15.3.3 The WEKA Wrapper

The PR provides a wrapper for the WEKA ML Library (http://www.cs.waikato.ac.nz/ml/weka/) in the form of the gate.creole.ml.weka.Wrapper class.

Options for the WEKA Wrapper

The WEKA wrapper accepts the following options:

CLASSIFIER: the class name for the classifier to be used.
CLASSIFIER-OPTIONS: the options string as required for the classifier.
CONFIDENCE-THRESHOLD: a double value. If the classifier can provide a probability distribution rather than a simple classification then all possible classifications that have a probability value larger or equal to the confidence threshold will be considered.
DATASET-FILE: location of the weka arff file. This item is not mandatory, it is possible to specify the file using the saving option on the GUI.

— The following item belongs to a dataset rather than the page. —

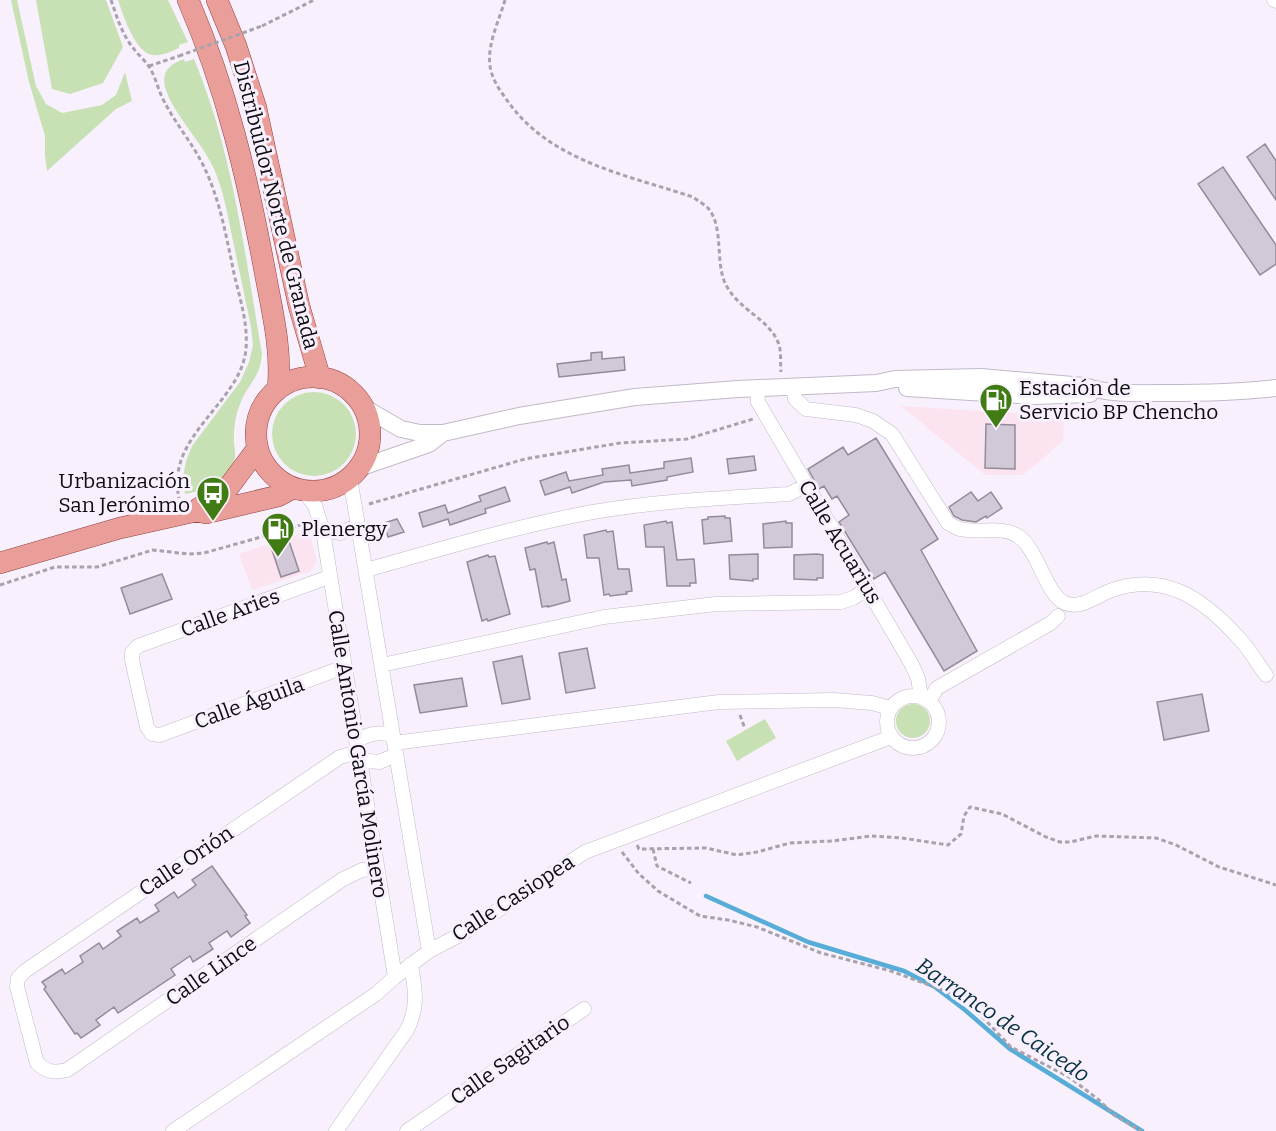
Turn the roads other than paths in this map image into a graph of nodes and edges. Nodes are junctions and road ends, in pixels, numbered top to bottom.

Training an ML Model with the WEKA Wrapper

The Machine Learning PR has a Boolean runtime parameter named ”training”. When the value of this parameter is set to true, the PR will collect a dataset of instances from the documents on which it is run. If the classifier used is an updatable classifier then the ML model will be built while collecting the dataset. If the selected classifier is not updatable, then the model will be built the first time a classification is attempted.

Training a model consists of designing a definition file for the ML PR, and creating an application containing a Machine Learning PR. When the application is run over a corpus, the dataset (and the model if possible) is built.

Applying a Learnt Model

Using the same PR, set the ‘training’ parameter to false and run your application.

Depending on the type of the attribute that is marked as class, different actions will be performed when a classification occurs:

if the attribute is boolean, a new annotation of the specified type will be created with no features;
if the attribute is nominal or numeric, a new annotation of the specified type will be created with the feature named in the attribute definition having the value predicted by the classifier.

Once a model is learnt, it can be saved and reloaded at a later time. The WEKA wrapper also provides an operation for saving only the dataset in the ARFF format, which can be used for experiments in the WEKA interface. This could be useful for determining the best algorithm to be used and the optimal options for the selected algorithm.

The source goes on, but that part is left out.